How the legislation impacts UK biotechs
Of the 17 sectors specifically targeted by the new Act, there are two particularly relevant to UK biotechs – the artificial intelligence sector, and the synthetic biology sector.
Not only will certain deals in those sectors be subject to the mandatory notification regime, other transactions involving the trade of ‘qualifying assets’ will fall within the umbrella of the voluntary notification procedure – such as where buyers seek to acquire a right or interest in biotechs’ intangible assets, including software, trade secrets, databases, source code, algorithms or formulae.
Though the definitions of the AI and synthetic biology sectors have been tightened, meaning fewer deals would be subject to the new Act than had initially been proposed, they have yet to be finalised. However, considering both the importance of digital technology to biotech companies and the fact that the Covid-19 pandemic has only served to demonstrate the link between those companies and national security, the provisions could capture a significant volume of transactions involving UK biotech companies.
The practical effect of the NS&I Act on biotech investment
There are a number of ways that the new Act could significantly impact the UK biotech sector.
Deal certainty
The legislation as it stands will require an increased level of due diligence to be carried out on transactions to determine whether they require mandatory notification or whether voluntary notification is nevertheless advisable. The timing implications of the NS&I Act’s review and assessment periods will also need to be catered for in transaction documents, with sufficient protections built into transaction documents for both buyers and targets. Until there is some precedent of how the NS&I Act is going to be implemented in practice, there will be a challenge in catering precisely for how to deal with the NS&I Act’s procedures in deal documents. The extra level of due diligence and procedural unknowns present a risk to deal certainty.
Speed
Companies in the life sciences sector need quick access to cash. If the review and assessment process is overly bureaucratic it might delay how quickly they can be funded.

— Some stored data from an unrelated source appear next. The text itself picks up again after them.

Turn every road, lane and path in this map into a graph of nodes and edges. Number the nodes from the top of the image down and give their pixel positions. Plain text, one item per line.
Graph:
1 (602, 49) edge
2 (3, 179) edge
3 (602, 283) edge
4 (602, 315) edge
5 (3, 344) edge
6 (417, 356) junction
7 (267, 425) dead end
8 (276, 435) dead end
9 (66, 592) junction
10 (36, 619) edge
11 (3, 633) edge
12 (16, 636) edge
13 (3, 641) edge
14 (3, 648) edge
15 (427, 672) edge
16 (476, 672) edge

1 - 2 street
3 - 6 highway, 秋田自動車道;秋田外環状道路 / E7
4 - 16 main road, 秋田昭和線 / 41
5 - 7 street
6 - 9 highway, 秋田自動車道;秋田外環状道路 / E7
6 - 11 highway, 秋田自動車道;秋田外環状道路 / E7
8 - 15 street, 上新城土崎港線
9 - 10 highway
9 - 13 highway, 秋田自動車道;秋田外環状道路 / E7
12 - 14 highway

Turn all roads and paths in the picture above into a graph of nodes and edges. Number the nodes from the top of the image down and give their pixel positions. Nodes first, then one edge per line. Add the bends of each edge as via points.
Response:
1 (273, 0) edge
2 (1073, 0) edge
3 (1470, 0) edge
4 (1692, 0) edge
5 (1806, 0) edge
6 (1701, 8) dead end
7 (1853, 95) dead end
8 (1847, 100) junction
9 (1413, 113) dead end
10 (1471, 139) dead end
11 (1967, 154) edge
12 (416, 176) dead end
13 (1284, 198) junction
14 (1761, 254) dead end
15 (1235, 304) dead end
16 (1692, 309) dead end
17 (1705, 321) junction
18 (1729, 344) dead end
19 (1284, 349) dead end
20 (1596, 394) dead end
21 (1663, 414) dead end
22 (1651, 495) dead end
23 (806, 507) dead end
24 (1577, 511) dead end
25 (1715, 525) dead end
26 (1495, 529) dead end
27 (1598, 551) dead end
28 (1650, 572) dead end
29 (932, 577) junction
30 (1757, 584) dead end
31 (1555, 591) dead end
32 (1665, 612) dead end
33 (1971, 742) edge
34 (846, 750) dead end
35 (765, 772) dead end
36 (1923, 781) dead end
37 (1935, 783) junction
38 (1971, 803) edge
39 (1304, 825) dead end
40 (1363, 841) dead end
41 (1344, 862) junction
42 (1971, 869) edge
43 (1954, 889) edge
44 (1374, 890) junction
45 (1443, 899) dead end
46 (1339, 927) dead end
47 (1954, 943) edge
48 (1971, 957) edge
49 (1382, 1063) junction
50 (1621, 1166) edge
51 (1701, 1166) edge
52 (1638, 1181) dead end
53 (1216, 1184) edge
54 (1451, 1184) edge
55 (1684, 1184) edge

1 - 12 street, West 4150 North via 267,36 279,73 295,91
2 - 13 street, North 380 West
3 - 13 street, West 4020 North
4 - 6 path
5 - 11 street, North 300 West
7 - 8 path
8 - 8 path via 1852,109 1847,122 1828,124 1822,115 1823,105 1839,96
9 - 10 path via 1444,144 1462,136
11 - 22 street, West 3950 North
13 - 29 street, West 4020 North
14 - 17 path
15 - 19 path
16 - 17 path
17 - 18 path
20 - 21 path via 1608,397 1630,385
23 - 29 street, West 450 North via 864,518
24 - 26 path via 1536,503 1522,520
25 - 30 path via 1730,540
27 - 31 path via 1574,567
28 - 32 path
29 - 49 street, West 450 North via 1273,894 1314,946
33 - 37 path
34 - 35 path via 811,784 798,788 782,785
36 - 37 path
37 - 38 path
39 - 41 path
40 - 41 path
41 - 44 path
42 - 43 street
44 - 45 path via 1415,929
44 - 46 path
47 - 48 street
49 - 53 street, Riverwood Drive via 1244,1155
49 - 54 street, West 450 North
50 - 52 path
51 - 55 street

Venture capital investment is vital for early stage companies in the sector which burn through cash quickly as a result of their R&D activities. Cornerstone investors usually take stakes of greater than 25% in the life sciences companies they invest in, particularly when providing seed funding and other early funding rounds, often with veto rights over certain company decisions. Where the target company falls within one of the defined sectors, those arrangements would be subject to the mandatory notification regime and thus potentially delay investments.
Retrospective application
Deals concluded since 12 November 2020 can still be looked at on a retrospective basis, so there is a level of risk and uncertainty still involving deals that have already been done as these could still be unwound, albeit that BEIS has stated that any retrospective review is primarily designed to prevent avoidance with the new regime. That uncertainty is not going to help the general investment environment.
Volume of notifications
There is currently uncertainty in the UK biotech sector as to which transactions fall within the mandatory or voluntary notification regimes, not least because of the broad definitions given to the 17 sectors.
From a small, leanly staffed biotech’s perspective, determining whether transactions are notifiable could be an unwanted drain on resources – given the technical detail in the definitions, the scientists are likely to be best placed to establish whether the NS&I Act applies to their company’s deals.

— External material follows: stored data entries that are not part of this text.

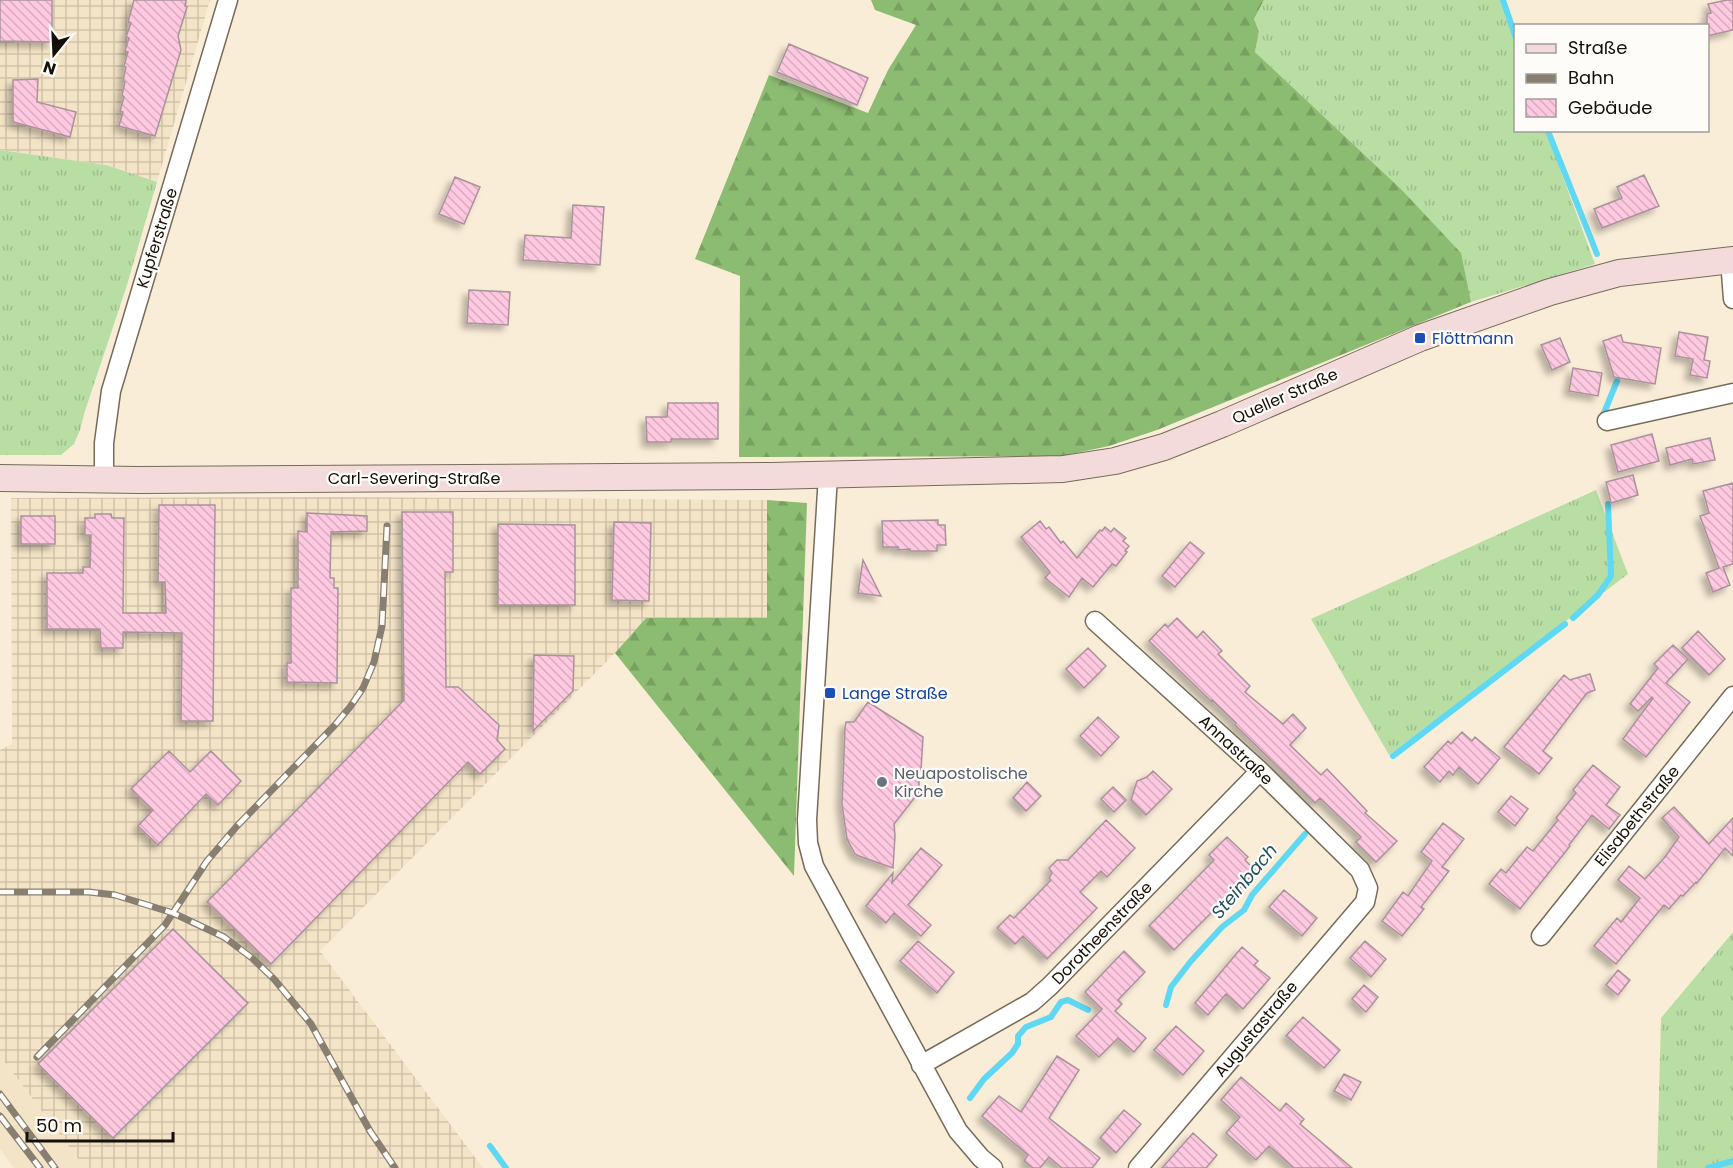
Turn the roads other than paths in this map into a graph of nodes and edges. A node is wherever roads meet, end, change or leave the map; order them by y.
1 (228, 0) edge
2 (1732, 260) edge
3 (1733, 299) edge
4 (1733, 393) edge
5 (1607, 421) dead end
6 (828, 475) junction
7 (0, 478) edge
8 (104, 479) junction
9 (1095, 621) dead end
10 (1733, 696) edge
11 (1260, 771) junction
12 (1368, 888) joint
13 (1541, 936) dead end
14 (921, 1065) junction
15 (993, 1168) edge
16 (1138, 1168) edge

1 - 8 street, Kupferstraße
2 - 3 street
2 - 6 street, Queller Straße
4 - 5 street
6 - 8 street, Carl-Severing-Straße
6 - 14 street
7 - 8 street, Carl-Severing-Straße
9 - 11 street, Annastraße
10 - 13 street, Elisabethstraße
11 - 12 street, Annastraße
11 - 14 street, Dorotheenstraße
12 - 16 street, Augustastraße
14 - 15 street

If businesses err on the side of caution and make a voluntary notification, there is a risk that BEIS could be overwhelmed with notifications to review. This calls into question whether the department has sufficient resources and the necessary expertise to evaluate those deals within the prescribed initial 30-day review period.
Disproportionate impact
Because biotech companies tend to carry out multiple fundraising rounds, the legislation risks having a disproportionate impact on prospective investment and innovation in the sector – each transaction at each funding round would be subject to potential detailed scrutiny. It is a distinct risk that delays in deals being approved could lead to early stage biotechs running out of cash.
Attractiveness to investors
Some investors could see the legislation as overly onerous and choose simply not to invest in the sector. This could deprive early stage UK biotech businesses, which are often run by scientists rather than experienced businessmen, of the necessary business expertise to grow.
Co-investment strategies could also be affected if partners in that arrangement are seen as a potential political concern. Similarly, exit strategies could be impacted if there is likely to be a reliance on ‘high risk’ acquirers – some investors are likely to think twice about investing if it is going to be difficult for them to offload their holdings.
A potential shift to debt financing
If the legislation is considered burdensome, it could drive UK biotech companies to move away from equity investments and instead look for debt financing. Debt financing would inevitably make companies less attractive to equity investors in the future as the debt providers would rank higher in the event of a winding up of the company. Also, with companies in the sector highly unlikely to be profitable at an early stage in their life cycle, debt terms imposed are likely to be punitive.
Licensing
Licensing deals could also be caught by the NS&I Act under the voluntary notification regime. Licensing deals are an alternative way for life sciences companies to bring in revenue through milestone payments. Biotechs are likely to consider that having this route to finance also subject to BEIS scrutiny as a major constraint on their potential growth and viability.